Unnamed: 0,movie_name,freebase_movie_id,movie_release_date,movie_box_office_revenue,movie_runtime,movie_languages,movie_countries,movie_genres,plot_summary
0,Ghosts of Mars,/m/03vyhn,2001-08-24,14010832.0,98.0,"{""/m/02h40lc"": ""English Language""}","{""/m/09c7w0"": ""United States of America""}","['science fiction', 'supernatural', 'action', ...",Set in the second half of the 22nd century the...
1,White Of The Eye,/m/0285_cd,1987,,110.0,"{""/m/02h40lc"": ""English Language""}","{""/m/07ssc"": ""United Kingdom""}","['psychological thriller', 'thriller']",A series of murders of rich young women throug...
2,A Woman in Flames,/m/01mrr1,1983,,106.0,"{""/m/04306rv"": ""German Language""}","{""/m/0345h"": ""Germany""}",['drama'],Eva an upper class housewife becomes frustrate...
3,The Sorcerer's Apprentice,/m/04jcqvw,2002,,86.0,"{""/m/02h40lc"": ""English Language""}","{""/m/0hzlz"": ""South Africa""}","['family', 'adventure', 'world cinema', 'fanta...",Every hundred years the evil Morgana returns t...
4,Little city,/m/0gffwj,1997-04-04,,93.0,"{""/m/02h40lc"": ""English Language""}","{""/m/09c7w0"": ""United States of America""}","['comedy', 'romance', 'drama', 'comedy-drama',...",Adam a San Francisco-based artist who works as...


# Continue Pre-processing

## Lower & Tokenize

In [50]:
# to lower case
movie_data.loc[:, 'plot_summary'] = movie_data['plot_summary'].apply(lambda x: x.lower())
# tokenizing
movie_data.loc[:, 'tokenized_summary'] = movie_data['plot_summary'].apply(word_tokenize)

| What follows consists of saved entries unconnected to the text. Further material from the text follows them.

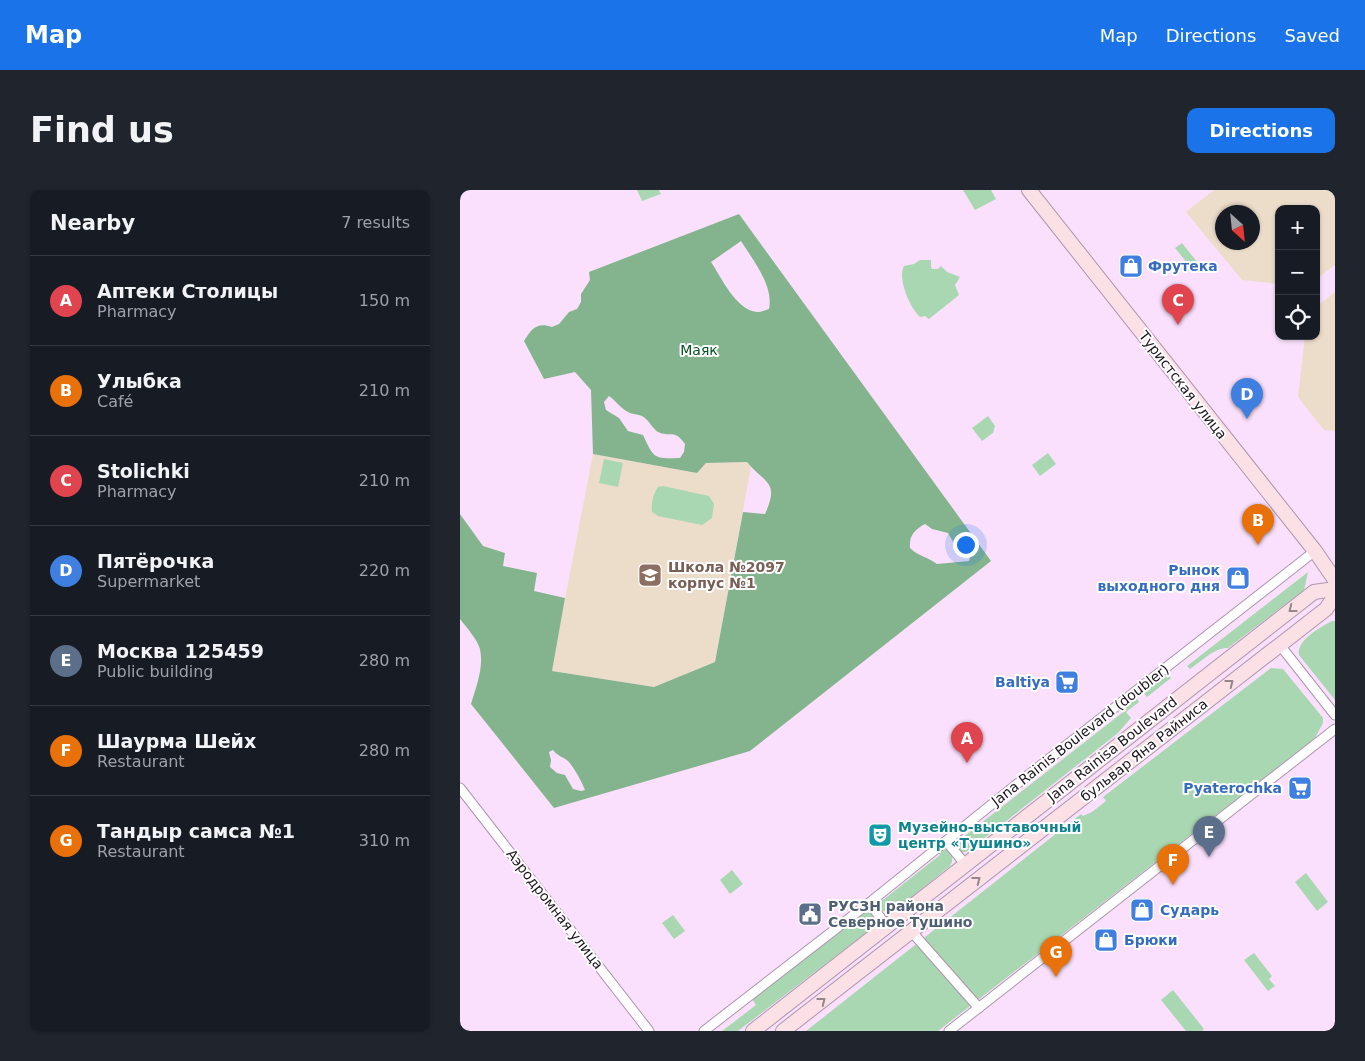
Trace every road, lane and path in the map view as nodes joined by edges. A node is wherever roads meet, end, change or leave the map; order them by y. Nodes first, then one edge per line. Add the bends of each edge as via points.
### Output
1 (1029, 190) edge
2 (1315, 551) junction
3 (1335, 580) edge
4 (1335, 589) edge
5 (1335, 596) edge
6 (1279, 644) junction
7 (1335, 715) edge
8 (1335, 729) edge
9 (460, 788) edge
10 (946, 841) junction
11 (965, 864) junction
12 (869, 903) junction
13 (886, 926) junction
14 (911, 931) junction
15 (979, 1008) junction
16 (649, 1031) edge
17 (704, 1031) edge
18 (753, 1031) edge
19 (783, 1031) edge
20 (949, 1031) edge

1 - 2 main road, Туристская улица
2 - 3 main road, Туристская улица
2 - 10 street, Jana Rainis Boulevard (doubler)
4 -> 11 main road, Jana Rainisa Boulevard via 1314,592
5 - 6 main road, бульвар Яна Райниса via 1326,609
6 - 7 street
14 -> 6 main road, бульвар Яна Райниса
8 - 15 street
9 - 16 street, Аэродромная улица
10 - 11 street
10 - 12 street, Jana Rainis Boulevard (doubler)
11 - 13 main road, Jana Rainisa Boulevard
12 - 13 street
12 - 17 street, Jana Rainis Boulevard (doubler)
13 - 18 main road, Jana Rainisa Boulevard
14 - 15 street
19 -> 14 main road, бульвар Яна Райниса
15 - 20 street

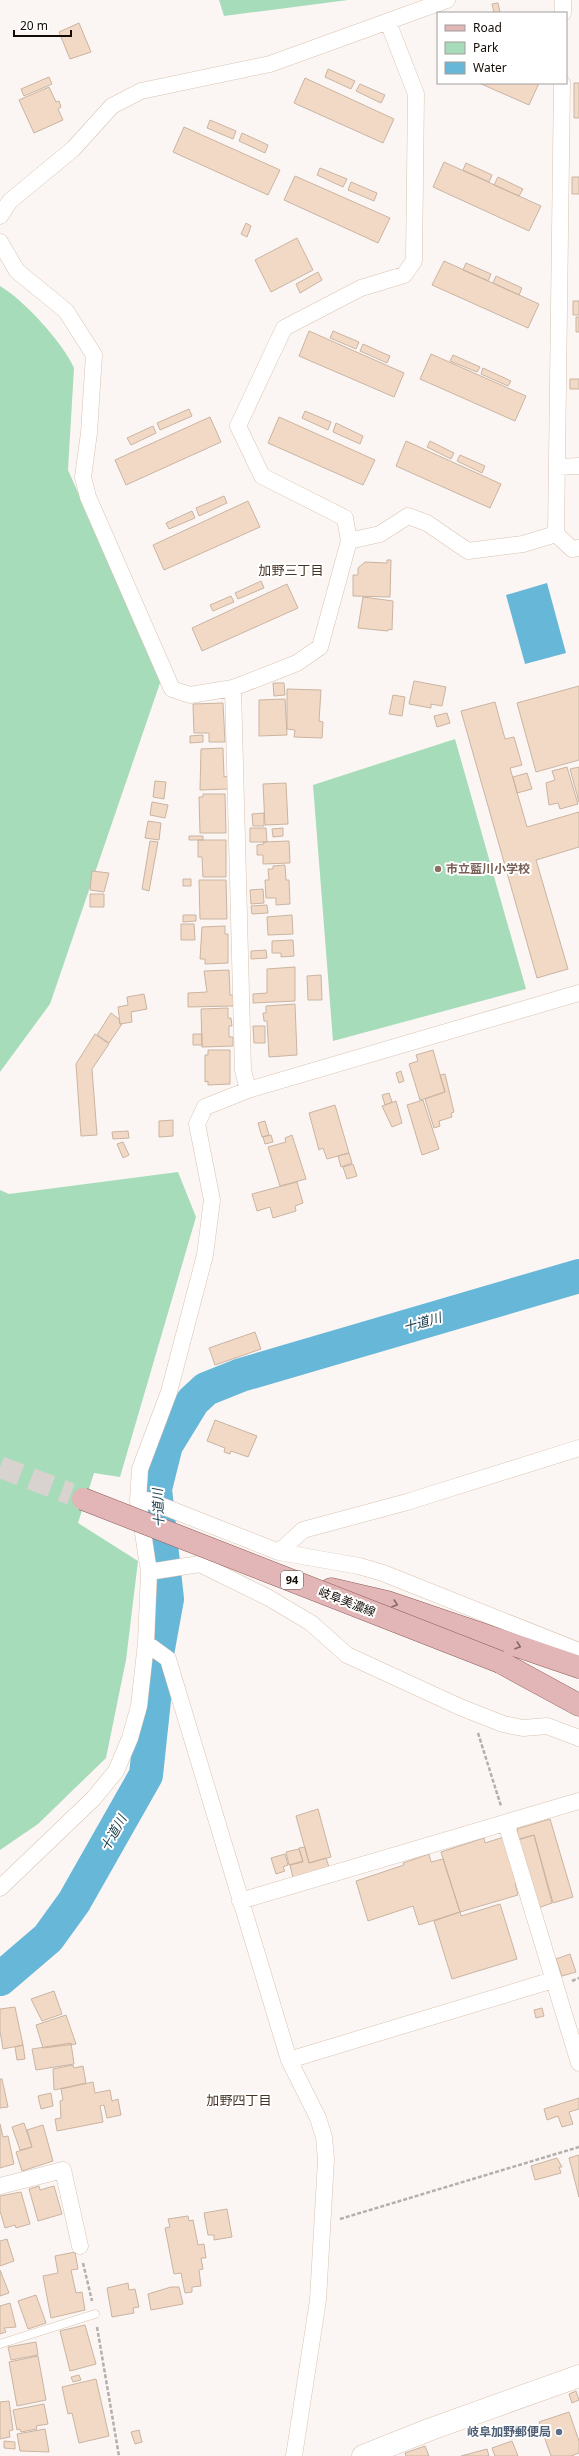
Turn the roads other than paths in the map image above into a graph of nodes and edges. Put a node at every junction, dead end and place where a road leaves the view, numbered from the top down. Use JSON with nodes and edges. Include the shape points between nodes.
{"nodes":[{"id":1,"x":447,"y":0,"type":"edge"},
{"id":2,"x":563,"y":0,"type":"edge"},
{"id":3,"x":563,"y":12,"type":"edge"},
{"id":4,"x":388,"y":22,"type":"junction"},
{"id":5,"x":562,"y":84,"type":"edge"},
{"id":6,"x":0,"y":216,"type":"edge"},
{"id":7,"x":0,"y":242,"type":"edge"},
{"id":8,"x":579,"y":466,"type":"edge"},
{"id":9,"x":558,"y":467,"type":"junction"},
{"id":10,"x":556,"y":534,"type":"junction"},
{"id":11,"x":349,"y":541,"type":"junction"},
{"id":12,"x":579,"y":548,"type":"edge"},
{"id":13,"x":233,"y":688,"type":"junction"},
{"id":14,"x":579,"y":993,"type":"edge"},
{"id":15,"x":248,"y":1090,"type":"junction"},
{"id":16,"x":579,"y":1448,"type":"edge"},
{"id":17,"x":77,"y":1496,"type":"tunnel mouth"},
{"id":18,"x":138,"y":1500,"type":"junction"},
{"id":19,"x":264,"y":1545,"type":"junction"},
{"id":20,"x":279,"y":1552,"type":"junction"},
{"id":21,"x":202,"y":1565,"type":"junction"},
{"id":22,"x":158,"y":1571,"type":"junction"},
{"id":23,"x":289,"y":1579,"type":"junction"},
{"id":24,"x":153,"y":1648,"type":"junction"},
{"id":25,"x":579,"y":1651,"type":"edge"},
{"id":26,"x":500,"y":1662,"type":"junction"},
{"id":27,"x":579,"y":1667,"type":"edge"},
{"id":28,"x":579,"y":1693,"type":"edge"},
{"id":29,"x":579,"y":1706,"type":"edge"},
{"id":30,"x":579,"y":1738,"type":"edge"},
{"id":31,"x":579,"y":1801,"type":"edge"},
{"id":32,"x":506,"y":1823,"type":"junction"},
{"id":33,"x":0,"y":1888,"type":"edge"},
{"id":34,"x":240,"y":1901,"type":"junction"},
{"id":35,"x":553,"y":1980,"type":"junction"},
{"id":36,"x":289,"y":2060,"type":"junction"},
{"id":37,"x":579,"y":2063,"type":"edge"},
{"id":38,"x":0,"y":2186,"type":"edge"},
{"id":39,"x":80,"y":2246,"type":"road end"},
{"id":40,"x":95,"y":2314,"type":"road end"},
{"id":41,"x":0,"y":2344,"type":"edge"},
{"id":42,"x":579,"y":2376,"type":"edge"},
{"id":43,"x":294,"y":2456,"type":"edge"},
{"id":44,"x":363,"y":2456,"type":"edge"}],
"edges":[{"from":1,"to":4,"type":"street"},
{"from":2,"to":3,"type":"street"},
{"from":4,"to":6,"type":"street","via":[[270,64],[141,91],[112,106],[73,149],[10,200]]},
{"from":4,"to":11,"type":"street","via":[[416,94],[414,261],[404,275],[362,288],[284,328],[238,426],[262,476],[345,518]]},
{"from":5,"to":9,"type":"street"},
{"from":7,"to":13,"type":"street","via":[[17,271],[66,311],[94,355],[89,433],[83,477],[88,497],[172,689],[190,695]]},
{"from":8,"to":9,"type":"street"},
{"from":9,"to":10,"type":"street"},
{"from":10,"to":11,"type":"street","via":[[523,544],[468,551],[426,523],[408,516],[380,534]]},
{"from":10,"to":12,"type":"street","via":[[572,550]]},
{"from":11,"to":13,"type":"street","via":[[320,647],[297,663]]},
{"from":13,"to":15,"type":"street","via":[[243,1070]]},
{"from":14,"to":15,"type":"street"},
{"from":15,"to":18,"type":"street","via":[[205,1107],[197,1124],[212,1200],[206,1255],[169,1392],[140,1469]]},
{"from":16,"to":20,"type":"street","via":[[407,1502],[303,1530]]},
{"from":17,"to":23,"type":"main road","name":"岐阜美濃線","number":"94","bridge":true},
{"from":18,"to":19,"type":"street","via":[[147,1500]]},
{"from":18,"to":22,"type":"street"},
{"from":19,"to":20,"type":"street"},
{"from":19,"to":21,"type":"street"},
{"from":20,"to":25,"type":"street","via":[[359,1566],[383,1573]]},
{"from":21,"to":22,"type":"street"},
{"from":21,"to":30,"type":"street","via":[[311,1623],[347,1655],[474,1713],[504,1724],[523,1728],[547,1726]]},
{"from":22,"to":24,"type":"street"},
{"from":23,"to":26,"type":"main road","name":"岐阜美濃線","number":"94","bridge":true},
{"from":23,"to":27,"type":"main road","number":"94","one_way":true,"bridge":true,"via":[[387,1602]]},
{"from":24,"to":33,"type":"street","via":[[130,1738],[116,1771],[94,1798]]},
{"from":24,"to":34,"type":"street","via":[[168,1660]]},
{"from":26,"to":28,"type":"main road","name":"岐阜美濃線","number":"94"},
{"from":26,"to":29,"type":"main road","number":"94"},
{"from":31,"to":32,"type":"street"},
{"from":32,"to":34,"type":"street"},
{"from":32,"to":35,"type":"street"},
{"from":34,"to":36,"type":"street"},
{"from":35,"to":36,"type":"street"},
{"from":35,"to":37,"type":"street"},
{"from":36,"to":43,"type":"street","via":[[318,2118],[324,2137],[326,2160],[318,2300]]},
{"from":38,"to":39,"type":"street","via":[[63,2170]]},
{"from":40,"to":41,"type":"lane"},
{"from":42,"to":44,"type":"street"}]}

## Add 100 most frequent words to list of stopwords

In [51]:
# add stop words
frequent_words = defaultdict(lambda: 0)
for summary in movie_data['tokenized_summary']:
    for word in summary:
        frequent_words[word] += 1
frequent_words = sorted(frequent_words.items(), key=lambda item: item[1], reverse=True)

In [52]:
most_frequent_words = pd.DataFrame(frequent_words).head(100)
most_frequent_words = set(most_frequent_words[0]).union(set(stopwords.words('English')))

## Remove stopwords from data

In [34]:
stemmer = SnowballStemmer('english')

In [35]:
movie_data.loc[:, 'cleaned_plot_summary'] = movie_data['tokenized_summary'].apply(remove_stopwords, stemmer=stemmer, stopwords=most_frequent_words)

## Convert genres to multilabel one hot encoding

In [11]:
genre_mapping = load_json(DATA_PATH, 'genre_mapping')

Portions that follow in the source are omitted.